The $35 million campaign for the Morgridge College of Education, and particularly for its new home, Ruffatto Hall, was nearing completion. Just over $1 million of the fundraising goal remained.
Ginger Maloney, dean of the college at that time, remembers sitting down with Maureen Silva, associate vice chancellor and campaign director for University Advancement, and Gayle Mooney, a campaign committee member and donor.
“We were talking about the campaign, saying that we were getting close,” Maloney recalls. “We just needed another $1.2 million, so we could see light at end of tunnel.”
The next day, Silva got a call from Mooney that she’ll never forget.
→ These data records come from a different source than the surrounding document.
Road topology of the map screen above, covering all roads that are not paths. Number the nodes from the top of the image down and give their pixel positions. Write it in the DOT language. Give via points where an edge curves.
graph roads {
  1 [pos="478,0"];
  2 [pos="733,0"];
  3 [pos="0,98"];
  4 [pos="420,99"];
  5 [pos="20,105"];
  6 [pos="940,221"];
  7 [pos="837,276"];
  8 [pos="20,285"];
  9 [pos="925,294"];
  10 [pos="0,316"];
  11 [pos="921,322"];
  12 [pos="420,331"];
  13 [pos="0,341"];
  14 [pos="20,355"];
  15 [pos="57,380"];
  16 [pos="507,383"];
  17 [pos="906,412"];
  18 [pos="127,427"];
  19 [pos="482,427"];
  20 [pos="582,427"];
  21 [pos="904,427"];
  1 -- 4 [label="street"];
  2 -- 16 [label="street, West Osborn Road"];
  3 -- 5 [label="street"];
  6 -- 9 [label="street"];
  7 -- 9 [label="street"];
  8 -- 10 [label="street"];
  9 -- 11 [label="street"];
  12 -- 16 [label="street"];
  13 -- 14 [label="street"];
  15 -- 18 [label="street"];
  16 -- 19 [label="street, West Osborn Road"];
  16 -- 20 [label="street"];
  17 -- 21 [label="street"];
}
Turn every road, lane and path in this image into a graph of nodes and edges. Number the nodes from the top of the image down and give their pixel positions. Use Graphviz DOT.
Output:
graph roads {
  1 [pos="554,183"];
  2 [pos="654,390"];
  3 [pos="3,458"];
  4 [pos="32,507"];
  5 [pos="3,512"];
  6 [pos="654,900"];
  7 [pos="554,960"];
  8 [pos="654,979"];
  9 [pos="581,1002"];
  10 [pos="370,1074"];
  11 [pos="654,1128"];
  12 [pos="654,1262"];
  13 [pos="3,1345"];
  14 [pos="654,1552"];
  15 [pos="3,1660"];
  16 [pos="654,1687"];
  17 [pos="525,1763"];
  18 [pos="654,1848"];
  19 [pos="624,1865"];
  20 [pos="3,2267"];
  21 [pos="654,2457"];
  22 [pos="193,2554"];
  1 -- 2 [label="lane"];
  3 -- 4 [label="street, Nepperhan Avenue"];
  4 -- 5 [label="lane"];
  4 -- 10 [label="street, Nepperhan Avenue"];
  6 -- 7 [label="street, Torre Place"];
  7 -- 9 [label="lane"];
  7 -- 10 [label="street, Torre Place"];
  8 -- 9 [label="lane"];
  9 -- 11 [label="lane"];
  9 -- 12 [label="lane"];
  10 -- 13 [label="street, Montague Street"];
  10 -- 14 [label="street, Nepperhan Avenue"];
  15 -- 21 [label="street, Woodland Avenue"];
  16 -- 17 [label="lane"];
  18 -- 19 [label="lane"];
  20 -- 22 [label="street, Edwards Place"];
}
“Gayle said, ‘You have $1.2 million left to raise, right? We’ll do that,’” Silva remembers. “That’s probably the best phone call I’ve ever received. The Mooneys are so generous and unassuming. Throughout the campaign, they showed us all the kindness and support in the world. Their gift was about helping the project get to completion.”
Steve Mooney, Gayle’s husband, says the gift was made through their personal foundation, the Galena Foundation.
The Mooneys were particularly interested in the project because of its potential impact on students with learning differences. Their daughter, Amanda, has dyslexia and attended DU for one year, during which she benefited from the Learning Effectiveness Program.
“In the campaign plans, we saw some really strong and effective programs to be put in place that would have an impact on a lot of people,” Steve Mooney says.
“When the campaign came up, what impressed me so was that they were going to teach teachers to recognize early a child with a learning difference,” Gayle adds. “We thought there was such a need for this in the public school system. Teachers need to learn to recognize those problems early on.”
Maloney, who is now director of DU’s Marsico Institute for Early Learning and Literacy, says that the Mooneys’ previous gifts to DU were between $25,000 and $100,000 for scholarships and programs. The “leap” to $1.3 million was thrilling for all involved.
“That was an amazing way to conclude the campaign,” she says.
Steve Mooney says that this was the largest gift ever made by the Galena Foundation.
“Instead of giving to big national campaigns where the money disappears into a fog, we try to work with programs where we can assess the impact of what we’ve done,” he says. “It is exciting to be able to do things that you think are going to be helpful to people.”